***** Data excerpts *****
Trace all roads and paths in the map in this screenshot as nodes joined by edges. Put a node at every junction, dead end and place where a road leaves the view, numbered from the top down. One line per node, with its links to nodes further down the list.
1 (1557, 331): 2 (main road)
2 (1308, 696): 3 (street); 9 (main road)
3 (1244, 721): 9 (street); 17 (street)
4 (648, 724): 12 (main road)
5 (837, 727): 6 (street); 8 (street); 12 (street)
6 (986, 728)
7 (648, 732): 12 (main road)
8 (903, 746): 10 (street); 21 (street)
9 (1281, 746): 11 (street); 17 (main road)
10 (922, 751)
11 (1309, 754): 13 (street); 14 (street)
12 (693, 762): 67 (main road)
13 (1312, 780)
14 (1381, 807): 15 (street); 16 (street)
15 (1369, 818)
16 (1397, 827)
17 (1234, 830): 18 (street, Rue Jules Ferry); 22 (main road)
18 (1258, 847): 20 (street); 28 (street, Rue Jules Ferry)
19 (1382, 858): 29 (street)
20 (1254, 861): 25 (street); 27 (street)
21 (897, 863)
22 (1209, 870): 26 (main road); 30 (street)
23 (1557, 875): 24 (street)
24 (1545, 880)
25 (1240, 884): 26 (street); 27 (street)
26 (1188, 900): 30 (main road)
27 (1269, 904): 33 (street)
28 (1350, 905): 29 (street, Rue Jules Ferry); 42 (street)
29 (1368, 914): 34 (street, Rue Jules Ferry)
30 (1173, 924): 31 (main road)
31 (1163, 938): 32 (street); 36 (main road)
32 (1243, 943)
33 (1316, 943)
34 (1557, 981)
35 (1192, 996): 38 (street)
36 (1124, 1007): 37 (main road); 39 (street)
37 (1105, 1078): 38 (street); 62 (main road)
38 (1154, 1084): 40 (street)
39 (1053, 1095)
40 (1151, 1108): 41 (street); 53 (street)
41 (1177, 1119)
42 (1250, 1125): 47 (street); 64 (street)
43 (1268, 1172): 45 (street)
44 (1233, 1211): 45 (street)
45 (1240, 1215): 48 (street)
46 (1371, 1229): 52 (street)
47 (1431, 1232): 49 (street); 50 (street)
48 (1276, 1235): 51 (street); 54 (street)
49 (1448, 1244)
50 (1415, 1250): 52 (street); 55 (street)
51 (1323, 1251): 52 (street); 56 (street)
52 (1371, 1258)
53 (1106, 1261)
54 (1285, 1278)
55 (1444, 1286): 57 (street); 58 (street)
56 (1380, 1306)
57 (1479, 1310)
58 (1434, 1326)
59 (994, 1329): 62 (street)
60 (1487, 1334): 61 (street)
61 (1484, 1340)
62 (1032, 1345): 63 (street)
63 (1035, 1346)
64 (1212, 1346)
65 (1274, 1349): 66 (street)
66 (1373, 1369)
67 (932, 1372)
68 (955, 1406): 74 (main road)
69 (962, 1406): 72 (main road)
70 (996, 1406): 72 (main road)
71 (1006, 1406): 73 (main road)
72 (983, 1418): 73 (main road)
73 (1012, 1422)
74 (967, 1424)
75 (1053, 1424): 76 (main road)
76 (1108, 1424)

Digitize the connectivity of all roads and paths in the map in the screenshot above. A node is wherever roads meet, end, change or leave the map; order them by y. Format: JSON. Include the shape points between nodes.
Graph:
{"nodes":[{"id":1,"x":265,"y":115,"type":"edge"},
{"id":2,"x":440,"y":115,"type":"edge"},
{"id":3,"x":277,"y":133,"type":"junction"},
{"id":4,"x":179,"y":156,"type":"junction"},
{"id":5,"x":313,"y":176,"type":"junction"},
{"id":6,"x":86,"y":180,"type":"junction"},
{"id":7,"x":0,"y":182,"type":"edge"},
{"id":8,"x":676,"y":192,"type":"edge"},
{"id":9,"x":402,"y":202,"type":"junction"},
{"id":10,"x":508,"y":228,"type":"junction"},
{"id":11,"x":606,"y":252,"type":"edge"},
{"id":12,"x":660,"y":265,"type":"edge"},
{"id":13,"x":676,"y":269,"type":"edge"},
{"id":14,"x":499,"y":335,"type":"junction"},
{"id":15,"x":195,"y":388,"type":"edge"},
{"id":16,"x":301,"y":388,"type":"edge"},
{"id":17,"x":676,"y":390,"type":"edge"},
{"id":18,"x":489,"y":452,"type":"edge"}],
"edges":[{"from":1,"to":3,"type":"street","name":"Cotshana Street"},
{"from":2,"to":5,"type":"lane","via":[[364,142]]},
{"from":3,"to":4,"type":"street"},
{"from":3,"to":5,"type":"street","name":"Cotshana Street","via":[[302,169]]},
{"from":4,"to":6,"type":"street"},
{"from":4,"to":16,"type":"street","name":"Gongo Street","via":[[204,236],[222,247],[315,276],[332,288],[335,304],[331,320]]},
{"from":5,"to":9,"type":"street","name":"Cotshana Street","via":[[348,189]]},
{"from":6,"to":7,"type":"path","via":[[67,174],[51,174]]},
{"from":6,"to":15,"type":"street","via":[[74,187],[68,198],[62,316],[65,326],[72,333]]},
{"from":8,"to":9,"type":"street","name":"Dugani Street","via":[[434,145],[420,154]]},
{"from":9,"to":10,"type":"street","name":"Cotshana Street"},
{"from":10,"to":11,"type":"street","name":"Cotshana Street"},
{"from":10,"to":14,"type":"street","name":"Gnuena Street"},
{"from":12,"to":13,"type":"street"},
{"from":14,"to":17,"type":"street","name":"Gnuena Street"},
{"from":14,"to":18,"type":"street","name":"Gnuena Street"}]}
*****
Every entry needs to be retyped exactly.

**Task output:**
Trace all roads and paths in the map in this screenshot as nodes joined by edges. Put a node at every junction, dead end and place where a road leaves the view, numbered from the top down. One line per node, with its links to nodes further down the list.
1 (1557, 331): 2 (main road)
2 (1308, 696): 3 (street); 9 (main road)
3 (1244, 721): 9 (street); 17 (street)
4 (648, 724): 12 (main road)
5 (837, 727): 6 (street); 8 (street); 12 (street)
6 (986, 728)
7 (648, 732): 12 (main road)
8 (903, 746): 10 (street); 21 (street)
9 (1281, 746): 11 (street); 17 (main road)
10 (922, 751)
11 (1309, 754): 13 (street); 14 (street)
12 (693, 762): 67 (main road)
13 (1312, 780)
14 (1381, 807): 15 (street); 16 (street)
15 (1369, 818)
16 (1397, 827)
17 (1234, 830): 18 (street, Rue Jules Ferry); 22 (main road)
18 (1258, 847): 20 (street); 28 (street, Rue Jules Ferry)
19 (1382, 858): 29 (street)
20 (1254, 861): 25 (street); 27 (street)
21 (897, 863)
22 (1209, 870): 26 (main road); 30 (street)
23 (1557, 875): 24 (street)
24 (1545, 880)
25 (1240, 884): 26 (street); 27 (street)
26 (1188, 900): 30 (main road)
27 (1269, 904): 33 (street)
28 (1350, 905): 29 (street, Rue Jules Ferry); 42 (street)
29 (1368, 914): 34 (street, Rue Jules Ferry)
30 (1173, 924): 31 (main road)
31 (1163, 938): 32 (street); 36 (main road)
32 (1243, 943)
33 (1316, 943)
34 (1557, 981)
35 (1192, 996): 38 (street)
36 (1124, 1007): 37 (main road); 39 (street)
37 (1105, 1078): 38 (street); 62 (main road)
38 (1154, 1084): 40 (street)
39 (1053, 1095)
40 (1151, 1108): 41 (street); 53 (street)
41 (1177, 1119)
42 (1250, 1125): 47 (street); 64 (street)
43 (1268, 1172): 45 (street)
44 (1233, 1211): 45 (street)
45 (1240, 1215): 48 (street)
46 (1371, 1229): 52 (street)
47 (1431, 1232): 49 (street); 50 (street)
48 (1276, 1235): 51 (street); 54 (street)
49 (1448, 1244)
50 (1415, 1250): 52 (street); 55 (street)
51 (1323, 1251): 52 (street); 56 (street)
52 (1371, 1258)
53 (1106, 1261)
54 (1285, 1278)
55 (1444, 1286): 57 (street); 58 (street)
56 (1380, 1306)
57 (1479, 1310)
58 (1434, 1326)
59 (994, 1329): 62 (street)
60 (1487, 1334): 61 (street)
61 (1484, 1340)
62 (1032, 1345): 63 (street)
63 (1035, 1346)
64 (1212, 1346)
65 (1274, 1349): 66 (street)
66 (1373, 1369)
67 (932, 1372)
68 (955, 1406): 74 (main road)
69 (962, 1406): 72 (main road)
70 (996, 1406): 72 (main road)
71 (1006, 1406): 73 (main road)
72 (983, 1418): 73 (main road)
73 (1012, 1422)
74 (967, 1424)
75 (1053, 1424): 76 (main road)
76 (1108, 1424)

Digitize the connectivity of all roads and paths in the map in the screenshot above. A node is wherever roads meet, end, change or leave the map; order them by y. Format: JSON. Include the shape points between nodes.
Graph:
{"nodes":[{"id":1,"x":265,"y":115,"type":"edge"},
{"id":2,"x":440,"y":115,"type":"edge"},
{"id":3,"x":277,"y":133,"type":"junction"},
{"id":4,"x":179,"y":156,"type":"junction"},
{"id":5,"x":313,"y":176,"type":"junction"},
{"id":6,"x":86,"y":180,"type":"junction"},
{"id":7,"x":0,"y":182,"type":"edge"},
{"id":8,"x":676,"y":192,"type":"edge"},
{"id":9,"x":402,"y":202,"type":"junction"},
{"id":10,"x":508,"y":228,"type":"junction"},
{"id":11,"x":606,"y":252,"type":"edge"},
{"id":12,"x":660,"y":265,"type":"edge"},
{"id":13,"x":676,"y":269,"type":"edge"},
{"id":14,"x":499,"y":335,"type":"junction"},
{"id":15,"x":195,"y":388,"type":"edge"},
{"id":16,"x":301,"y":388,"type":"edge"},
{"id":17,"x":676,"y":390,"type":"edge"},
{"id":18,"x":489,"y":452,"type":"edge"}],
"edges":[{"from":1,"to":3,"type":"street","name":"Cotshana Street"},
{"from":2,"to":5,"type":"lane","via":[[364,142]]},
{"from":3,"to":4,"type":"street"},
{"from":3,"to":5,"type":"street","name":"Cotshana Street","via":[[302,169]]},
{"from":4,"to":6,"type":"street"},
{"from":4,"to":16,"type":"street","name":"Gongo Street","via":[[204,236],[222,247],[315,276],[332,288],[335,304],[331,320]]},
{"from":5,"to":9,"type":"street","name":"Cotshana Street","via":[[348,189]]},
{"from":6,"to":7,"type":"path","via":[[67,174],[51,174]]},
{"from":6,"to":15,"type":"street","via":[[74,187],[68,198],[62,316],[65,326],[72,333]]},
{"from":8,"to":9,"type":"street","name":"Dugani Street","via":[[434,145],[420,154]]},
{"from":9,"to":10,"type":"street","name":"Cotshana Street"},
{"from":10,"to":11,"type":"street","name":"Cotshana Street"},
{"from":10,"to":14,"type":"street","name":"Gnuena Street"},
{"from":12,"to":13,"type":"street"},
{"from":14,"to":17,"type":"street","name":"Gnuena Street"},
{"from":14,"to":18,"type":"street","name":"Gnuena Street"}]}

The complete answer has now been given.